Records supplied:

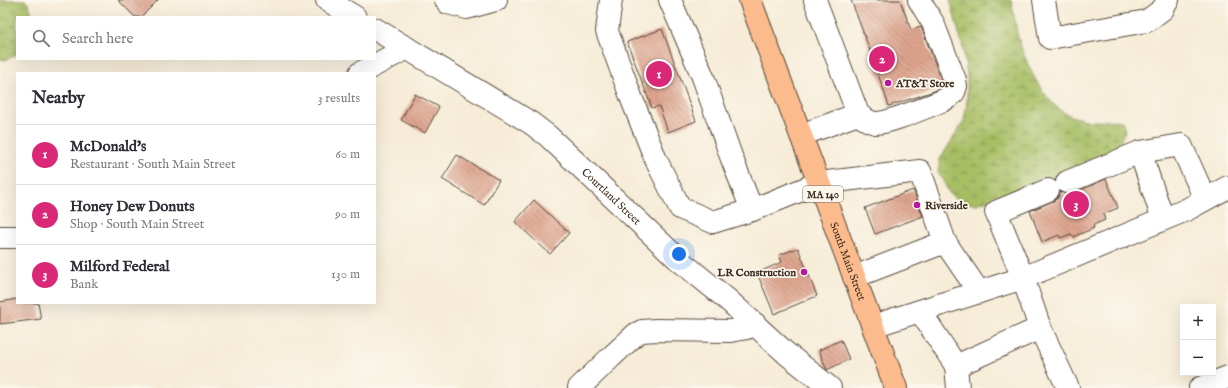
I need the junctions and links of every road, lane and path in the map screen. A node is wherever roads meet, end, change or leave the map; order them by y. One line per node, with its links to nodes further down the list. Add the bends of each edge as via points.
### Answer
1 (327, 0): 11 (street)
2 (446, 0): 3 (street, via 448,3 467,8)
3 (496, 0)
4 (611, 0): 21 (street, via 607,31 656,160 680,208 713,222)
5 (670, 0): 21 (street, via 703,77)
6 (750, 0): 16 (main road, South Main Street / MA 140)
7 (815, 0): 15 (street)
8 (919, 0): 15 (street, via 933,23 953,74 956,86 954,92 942,101 887,122 875,123)
9 (1044, 0): 10 (street, via 1050,38 1147,21 1163,9)
10 (1168, 0)
11 (353, 16)
12 (376, 30): 13 (street, Courtland Street)
13 (407, 48): 14 (street); 30 (street, Courtland Street, via 531,123 548,136 679,260)
14 (362, 72)
15 (858, 114): 16 (street)
16 (801, 135): 18 (main road, South Main Street / MA 140)
17 (1140, 152): 20 (street, via 1181,145); 22 (street); 27 (street, via 996,212)
18 (819, 184): 21 (street); 25 (street, via 920,171); 26 (main road, South Main Street / MA 140)
19 (1228, 187): 20 (street)
20 (1205, 199): 22 (street)
21 (752, 210)
22 (1163, 219): 27 (street)
23 (0, 237): 24 (street)
24 (16, 238)
25 (945, 242): 26 (street); 28 (street)
26 (854, 277): 31 (main road, South Main Street / MA 140)
27 (1023, 278): 28 (street); 32 (street)
28 (979, 292): 29 (street)
29 (920, 311): 31 (street); 33 (street)
30 (755, 324): 35 (street, via 730,331 642,331); 36 (street, Courtland Street, via 787,354)
31 (873, 326): 37 (main road, South Main Street / MA 140)
32 (1040, 328): 33 (street); 39 (street)
33 (956, 366): 38 (street)
34 (1228, 376): 40 (street)
35 (579, 388)
36 (830, 388)
37 (896, 388)
38 (958, 388)
39 (1068, 388)
40 (1200, 388)

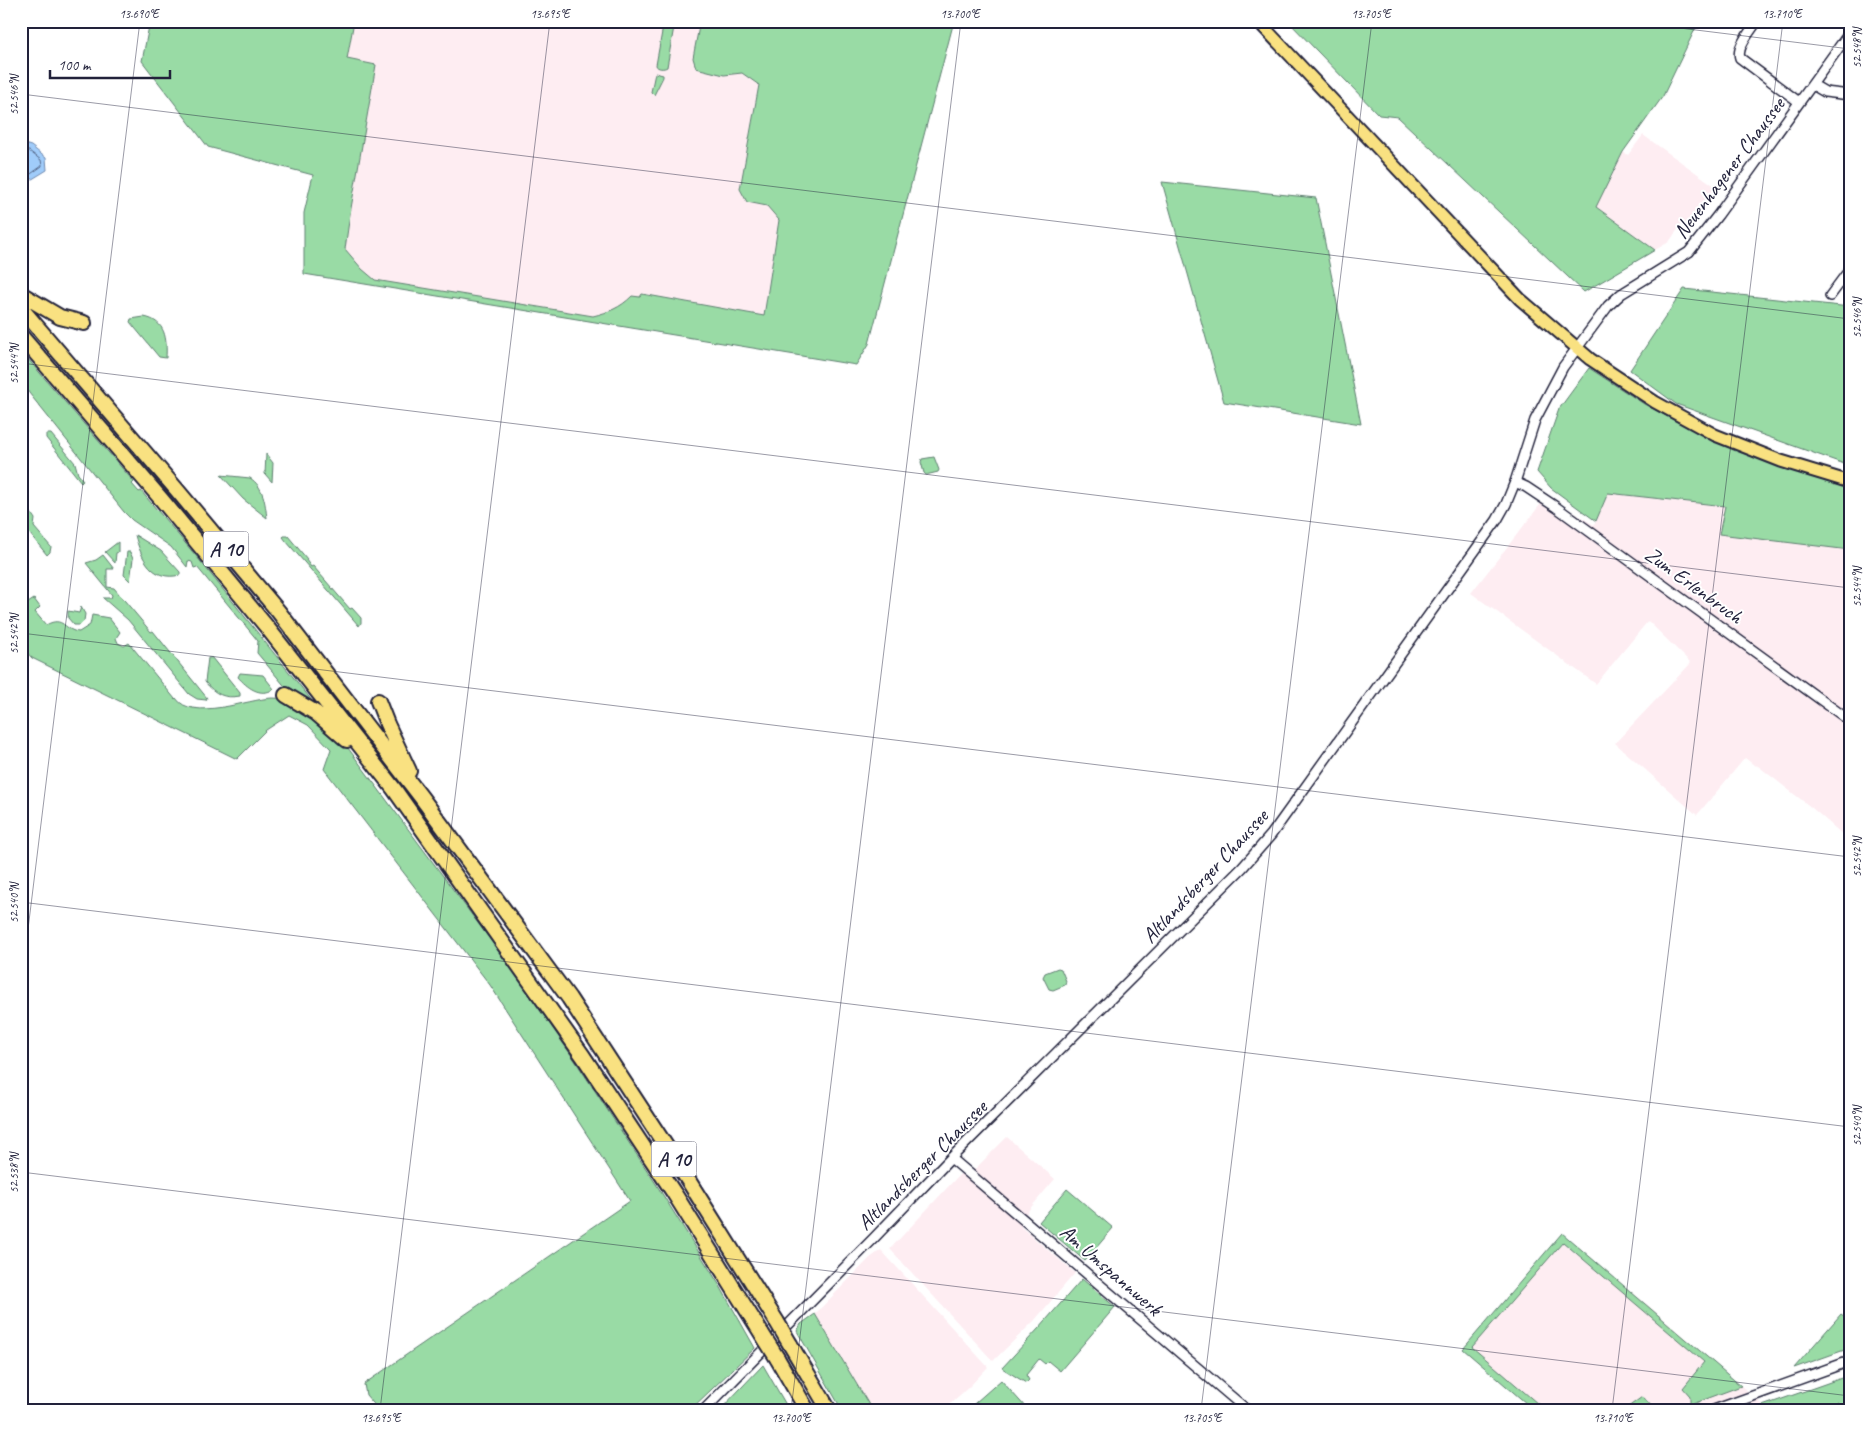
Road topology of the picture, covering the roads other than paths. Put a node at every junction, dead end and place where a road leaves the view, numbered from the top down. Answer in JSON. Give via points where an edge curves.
{"nodes":[{"id":1,"x":1258,"y":21,"type":"edge"},
{"id":2,"x":1757,"y":21,"type":"edge"},
{"id":3,"x":1850,"y":32,"type":"edge"},
{"id":4,"x":1812,"y":85,"type":"junction"},
{"id":5,"x":1850,"y":94,"type":"edge"},
{"id":6,"x":1799,"y":102,"type":"junction"},
{"id":7,"x":1850,"y":269,"type":"edge"},
{"id":8,"x":21,"y":294,"type":"edge"},
{"id":9,"x":1830,"y":296,"type":"dead end"},
{"id":10,"x":21,"y":308,"type":"edge"},
{"id":11,"x":84,"y":323,"type":"dead end"},
{"id":12,"x":21,"y":336,"type":"edge"},
{"id":13,"x":1577,"y":348,"type":"junction"},
{"id":14,"x":1516,"y":482,"type":"junction"},
{"id":15,"x":1850,"y":482,"type":"edge"},
{"id":16,"x":286,"y":695,"type":"dead end"},
{"id":17,"x":378,"y":702,"type":"dead end"},
{"id":18,"x":1850,"y":721,"type":"edge"},
{"id":19,"x":377,"y":767,"type":"junction"},
{"id":20,"x":421,"y":797,"type":"junction"},
{"id":21,"x":951,"y":1158,"type":"junction"},
{"id":22,"x":1850,"y":1361,"type":"edge"},
{"id":23,"x":704,"y":1410,"type":"edge"},
{"id":24,"x":808,"y":1410,"type":"edge"},
{"id":25,"x":828,"y":1410,"type":"edge"},
{"id":26,"x":1247,"y":1410,"type":"edge"},
{"id":27,"x":1714,"y":1410,"type":"edge"}],
"edges":[{"from":1,"to":13,"type":"main road","via":[[1514,292]]},
{"from":2,"to":6,"type":"street","via":[[1740,48],[1740,58]]},
{"from":3,"to":4,"type":"street","name":"Neuenhagener Chaussee"},
{"from":4,"to":5,"type":"street","via":[[1826,92]]},
{"from":4,"to":6,"type":"street","name":"Neuenhagener Chaussee"},
{"from":6,"to":13,"type":"street","name":"Neuenhagener Chaussee","via":[[1689,252],[1621,294]]},
{"from":7,"to":9,"type":"street"},
{"from":8,"to":11,"type":"highway","via":[[60,318]]},
{"from":10,"to":20,"type":"highway","number":"A 10","via":[[278,611]]},
{"from":12,"to":19,"type":"highway","number":"A 10","via":[[187,530]]},
{"from":13,"to":14,"type":"street","name":"Altlandsberger Chaussee","via":[[1563,367],[1535,420]]},
{"from":13,"to":15,"type":"main road","via":[[1655,402],[1715,435],[1781,461]]},
{"from":14,"to":18,"type":"street","name":"Zum Erlenbruch","via":[[1556,507]]},
{"from":14,"to":21,"type":"street","name":"Altlandsberger Chaussee","via":[[1485,538],[1271,835],[1236,874]]},
{"from":16,"to":19,"type":"highway","via":[[325,720]]},
{"from":17,"to":20,"type":"highway"},
{"from":19,"to":24,"type":"highway","number":"A 10","bridge":true,"via":[[583,1056],[674,1193]]},
{"from":20,"to":25,"type":"highway","number":"A 10","bridge":true,"via":[[569,998],[688,1180]]},
{"from":21,"to":23,"type":"street","name":"Altlandsberger Chaussee"},
{"from":21,"to":26,"type":"street","name":"Am Umspannwerk"},
{"from":22,"to":27,"type":"street"}]}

Instructions for the task:
Transcribe the whole of the data exactly, minus any pictures.

Answer below:
I need the junctions and links of every road, lane and path in the map screen. A node is wherever roads meet, end, change or leave the map; order them by y. One line per node, with its links to nodes further down the list. Add the bends of each edge as via points.
### Answer
1 (327, 0): 11 (street)
2 (446, 0): 3 (street, via 448,3 467,8)
3 (496, 0)
4 (611, 0): 21 (street, via 607,31 656,160 680,208 713,222)
5 (670, 0): 21 (street, via 703,77)
6 (750, 0): 16 (main road, South Main Street / MA 140)
7 (815, 0): 15 (street)
8 (919, 0): 15 (street, via 933,23 953,74 956,86 954,92 942,101 887,122 875,123)
9 (1044, 0): 10 (street, via 1050,38 1147,21 1163,9)
10 (1168, 0)
11 (353, 16)
12 (376, 30): 13 (street, Courtland Street)
13 (407, 48): 14 (street); 30 (street, Courtland Street, via 531,123 548,136 679,260)
14 (362, 72)
15 (858, 114): 16 (street)
16 (801, 135): 18 (main road, South Main Street / MA 140)
17 (1140, 152): 20 (street, via 1181,145); 22 (street); 27 (street, via 996,212)
18 (819, 184): 21 (street); 25 (street, via 920,171); 26 (main road, South Main Street / MA 140)
19 (1228, 187): 20 (street)
20 (1205, 199): 22 (street)
21 (752, 210)
22 (1163, 219): 27 (street)
23 (0, 237): 24 (street)
24 (16, 238)
25 (945, 242): 26 (street); 28 (street)
26 (854, 277): 31 (main road, South Main Street / MA 140)
27 (1023, 278): 28 (street); 32 (street)
28 (979, 292): 29 (street)
29 (920, 311): 31 (street); 33 (street)
30 (755, 324): 35 (street, via 730,331 642,331); 36 (street, Courtland Street, via 787,354)
31 (873, 326): 37 (main road, South Main Street / MA 140)
32 (1040, 328): 33 (street); 39 (street)
33 (956, 366): 38 (street)
34 (1228, 376): 40 (street)
35 (579, 388)
36 (830, 388)
37 (896, 388)
38 (958, 388)
39 (1068, 388)
40 (1200, 388)

Road topology of the picture, covering the roads other than paths. Put a node at every junction, dead end and place where a road leaves the view, numbered from the top down. Answer in JSON. Give via points where an edge curves.
{"nodes":[{"id":1,"x":1258,"y":21,"type":"edge"},
{"id":2,"x":1757,"y":21,"type":"edge"},
{"id":3,"x":1850,"y":32,"type":"edge"},
{"id":4,"x":1812,"y":85,"type":"junction"},
{"id":5,"x":1850,"y":94,"type":"edge"},
{"id":6,"x":1799,"y":102,"type":"junction"},
{"id":7,"x":1850,"y":269,"type":"edge"},
{"id":8,"x":21,"y":294,"type":"edge"},
{"id":9,"x":1830,"y":296,"type":"dead end"},
{"id":10,"x":21,"y":308,"type":"edge"},
{"id":11,"x":84,"y":323,"type":"dead end"},
{"id":12,"x":21,"y":336,"type":"edge"},
{"id":13,"x":1577,"y":348,"type":"junction"},
{"id":14,"x":1516,"y":482,"type":"junction"},
{"id":15,"x":1850,"y":482,"type":"edge"},
{"id":16,"x":286,"y":695,"type":"dead end"},
{"id":17,"x":378,"y":702,"type":"dead end"},
{"id":18,"x":1850,"y":721,"type":"edge"},
{"id":19,"x":377,"y":767,"type":"junction"},
{"id":20,"x":421,"y":797,"type":"junction"},
{"id":21,"x":951,"y":1158,"type":"junction"},
{"id":22,"x":1850,"y":1361,"type":"edge"},
{"id":23,"x":704,"y":1410,"type":"edge"},
{"id":24,"x":808,"y":1410,"type":"edge"},
{"id":25,"x":828,"y":1410,"type":"edge"},
{"id":26,"x":1247,"y":1410,"type":"edge"},
{"id":27,"x":1714,"y":1410,"type":"edge"}],
"edges":[{"from":1,"to":13,"type":"main road","via":[[1514,292]]},
{"from":2,"to":6,"type":"street","via":[[1740,48],[1740,58]]},
{"from":3,"to":4,"type":"street","name":"Neuenhagener Chaussee"},
{"from":4,"to":5,"type":"street","via":[[1826,92]]},
{"from":4,"to":6,"type":"street","name":"Neuenhagener Chaussee"},
{"from":6,"to":13,"type":"street","name":"Neuenhagener Chaussee","via":[[1689,252],[1621,294]]},
{"from":7,"to":9,"type":"street"},
{"from":8,"to":11,"type":"highway","via":[[60,318]]},
{"from":10,"to":20,"type":"highway","number":"A 10","via":[[278,611]]},
{"from":12,"to":19,"type":"highway","number":"A 10","via":[[187,530]]},
{"from":13,"to":14,"type":"street","name":"Altlandsberger Chaussee","via":[[1563,367],[1535,420]]},
{"from":13,"to":15,"type":"main road","via":[[1655,402],[1715,435],[1781,461]]},
{"from":14,"to":18,"type":"street","name":"Zum Erlenbruch","via":[[1556,507]]},
{"from":14,"to":21,"type":"street","name":"Altlandsberger Chaussee","via":[[1485,538],[1271,835],[1236,874]]},
{"from":16,"to":19,"type":"highway","via":[[325,720]]},
{"from":17,"to":20,"type":"highway"},
{"from":19,"to":24,"type":"highway","number":"A 10","bridge":true,"via":[[583,1056],[674,1193]]},
{"from":20,"to":25,"type":"highway","number":"A 10","bridge":true,"via":[[569,998],[688,1180]]},
{"from":21,"to":23,"type":"street","name":"Altlandsberger Chaussee"},
{"from":21,"to":26,"type":"street","name":"Am Umspannwerk"},
{"from":22,"to":27,"type":"street"}]}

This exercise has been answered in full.